Suggested interpretation

  • 31 to 35 → strong public-facing demo
  • 25 to 30 → good MVP demo, still polishable
  • 18 to 24 → conceptually interesting, but weak as proof surface
  • 0 to 17 → demo is not ready

This rubric is not law. It is a practical evaluator tool.


🧪 Example evaluator comments

Below are reusable review comments.

Strong comment

The contrast is meaningful because Twin Atlas improves the first structural cut, preserves the neighboring live route, avoids unauthorized detail, and gives a safer first move without becoming vague.

Baseline fairness comment

The baseline remains plausible and naturally tempting, which makes the contrast more credible.

Weak contrast comment

The table shows a tone difference, but the structural reasoning difference is still under-explained.

Fake caution comment

Twin Atlas sounds safer, but the operational next step has become too weak to count as a real win.

Hidden inflation comment

Twin Atlas appears calmer, but still leaks unsupported specificity in how it frames the route.

Demo polish comment

The structural contrast is strong, but the page needs a more legible one-screen summary for first-time readers.


🧠 What a strong Twin Atlas demo should feel like

A strong Twin Atlas demo should feel like this:

  • the baseline is believable
  • the case is genuinely hard
  • the baseline failure is natural
  • Twin Atlas is visibly more disciplined
  • Twin Atlas is still operationally useful
  • the contrast is visible without over-explaining

That is the sweet spot.

If the demo feels like a staged victory, it is weak.
If the demo feels like a real trap that Twin Atlas survives better, it is strong.

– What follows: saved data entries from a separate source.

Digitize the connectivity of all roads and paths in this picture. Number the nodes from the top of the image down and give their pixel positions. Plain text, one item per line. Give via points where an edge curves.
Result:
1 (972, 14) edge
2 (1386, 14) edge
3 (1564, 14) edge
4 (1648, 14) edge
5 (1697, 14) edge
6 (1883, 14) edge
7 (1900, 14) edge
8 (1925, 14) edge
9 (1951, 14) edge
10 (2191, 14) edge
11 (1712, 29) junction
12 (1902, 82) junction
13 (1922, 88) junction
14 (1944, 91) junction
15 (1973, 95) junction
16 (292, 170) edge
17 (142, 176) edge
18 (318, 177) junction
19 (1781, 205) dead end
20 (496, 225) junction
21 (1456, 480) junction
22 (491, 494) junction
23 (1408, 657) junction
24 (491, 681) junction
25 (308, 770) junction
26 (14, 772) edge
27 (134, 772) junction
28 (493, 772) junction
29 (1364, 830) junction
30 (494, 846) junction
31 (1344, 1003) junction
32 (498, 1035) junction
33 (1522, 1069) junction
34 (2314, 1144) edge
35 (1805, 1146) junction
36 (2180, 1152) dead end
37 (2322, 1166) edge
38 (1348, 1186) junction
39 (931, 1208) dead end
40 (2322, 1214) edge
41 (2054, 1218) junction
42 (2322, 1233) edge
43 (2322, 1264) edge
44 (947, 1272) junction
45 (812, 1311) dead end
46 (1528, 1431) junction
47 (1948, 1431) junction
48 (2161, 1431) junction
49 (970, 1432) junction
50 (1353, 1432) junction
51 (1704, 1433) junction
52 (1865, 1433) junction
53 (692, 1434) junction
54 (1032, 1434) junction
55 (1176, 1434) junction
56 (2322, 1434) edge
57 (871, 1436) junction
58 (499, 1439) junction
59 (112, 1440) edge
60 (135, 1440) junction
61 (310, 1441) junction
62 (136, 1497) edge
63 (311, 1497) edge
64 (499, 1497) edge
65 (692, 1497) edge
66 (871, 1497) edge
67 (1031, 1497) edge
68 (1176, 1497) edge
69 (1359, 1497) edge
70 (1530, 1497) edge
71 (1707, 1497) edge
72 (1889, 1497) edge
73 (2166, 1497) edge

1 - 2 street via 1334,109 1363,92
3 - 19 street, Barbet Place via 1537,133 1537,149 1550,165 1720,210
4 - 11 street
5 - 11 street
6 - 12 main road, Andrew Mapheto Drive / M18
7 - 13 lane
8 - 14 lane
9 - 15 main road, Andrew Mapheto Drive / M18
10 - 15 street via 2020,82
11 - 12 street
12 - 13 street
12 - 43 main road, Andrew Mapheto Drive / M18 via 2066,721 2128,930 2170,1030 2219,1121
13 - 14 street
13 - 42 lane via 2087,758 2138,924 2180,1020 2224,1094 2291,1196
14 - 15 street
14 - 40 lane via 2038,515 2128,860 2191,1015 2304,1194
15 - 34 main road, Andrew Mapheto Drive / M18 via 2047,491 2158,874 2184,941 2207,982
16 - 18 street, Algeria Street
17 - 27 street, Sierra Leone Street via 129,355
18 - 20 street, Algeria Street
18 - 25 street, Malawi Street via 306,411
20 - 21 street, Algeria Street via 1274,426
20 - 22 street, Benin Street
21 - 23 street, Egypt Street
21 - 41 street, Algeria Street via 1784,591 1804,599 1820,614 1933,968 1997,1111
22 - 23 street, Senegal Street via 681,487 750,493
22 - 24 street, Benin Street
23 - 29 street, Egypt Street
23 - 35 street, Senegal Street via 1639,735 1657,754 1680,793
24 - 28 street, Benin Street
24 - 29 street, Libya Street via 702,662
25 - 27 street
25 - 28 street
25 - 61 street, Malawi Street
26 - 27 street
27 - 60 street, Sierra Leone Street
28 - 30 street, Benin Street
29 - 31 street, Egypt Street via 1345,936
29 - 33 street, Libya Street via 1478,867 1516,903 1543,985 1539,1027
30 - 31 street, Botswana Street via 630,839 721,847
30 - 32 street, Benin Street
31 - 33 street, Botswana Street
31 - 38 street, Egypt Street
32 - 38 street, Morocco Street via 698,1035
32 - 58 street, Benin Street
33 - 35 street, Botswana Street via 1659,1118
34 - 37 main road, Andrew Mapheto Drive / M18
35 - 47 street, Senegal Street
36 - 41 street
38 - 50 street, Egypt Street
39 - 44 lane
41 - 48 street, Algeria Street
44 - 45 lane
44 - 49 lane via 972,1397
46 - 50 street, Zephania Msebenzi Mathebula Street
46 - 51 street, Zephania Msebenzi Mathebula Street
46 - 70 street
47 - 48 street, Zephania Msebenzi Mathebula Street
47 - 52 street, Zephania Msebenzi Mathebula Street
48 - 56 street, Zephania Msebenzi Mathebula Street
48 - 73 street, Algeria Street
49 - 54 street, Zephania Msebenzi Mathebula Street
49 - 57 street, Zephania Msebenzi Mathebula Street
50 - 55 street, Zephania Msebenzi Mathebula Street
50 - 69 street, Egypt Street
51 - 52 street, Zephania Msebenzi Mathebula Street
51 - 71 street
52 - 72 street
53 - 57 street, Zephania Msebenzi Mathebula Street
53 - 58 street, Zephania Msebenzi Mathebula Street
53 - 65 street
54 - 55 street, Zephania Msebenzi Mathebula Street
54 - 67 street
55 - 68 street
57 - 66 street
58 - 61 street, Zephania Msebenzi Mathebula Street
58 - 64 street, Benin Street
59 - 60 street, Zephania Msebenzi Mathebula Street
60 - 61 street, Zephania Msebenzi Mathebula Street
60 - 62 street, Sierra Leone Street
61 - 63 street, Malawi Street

Use this workflow when reviewing a demo:

Step 1

Read the case setup.

Step 2

Read the baseline output without prejudice.

Step 3

Read the Twin Atlas output.

Step 4

Ask:

  • what did the baseline over-spend too early
  • what did Twin Atlas preserve that the baseline lost
  • did Twin Atlas improve the next move
  • did Twin Atlas stay lawful without becoming useless

Step 5

Score the seven dimensions.

Step 6

Write one short summary:

  • why the contrast is real
  • or why it is still weak

This keeps reviews disciplined.


📌 Minimal pass criteria for a public demo

A Twin Atlas demo should not be considered public-ready unless all of the following are true:

  • the baseline is plausible
  • the route contrast is real
  • lawful ambiguity is preserved
  • unauthorized detail is visibly reduced
  • repair discipline is visibly improved
  • the next move is safer and still useful
  • the comparison is legible in one screen

That is the minimum public bar.


🚀 Suggested next read

If you want the clearest visible contrast, go back to:

👉 Baseline vs Twin Atlas Table

If you want the full narrative behind the contrast, go back to:

👉 Case 01 · Thin Evidence F5 vs F6

If you want the design logic behind the whole demo line, go back to:

👉 Killer Demo Spec


One-sentence takeaway

A strong Twin Atlas demo wins when it beats a believable baseline by staying more lawful, more structurally grounded, and more operationally safe under uncertainty.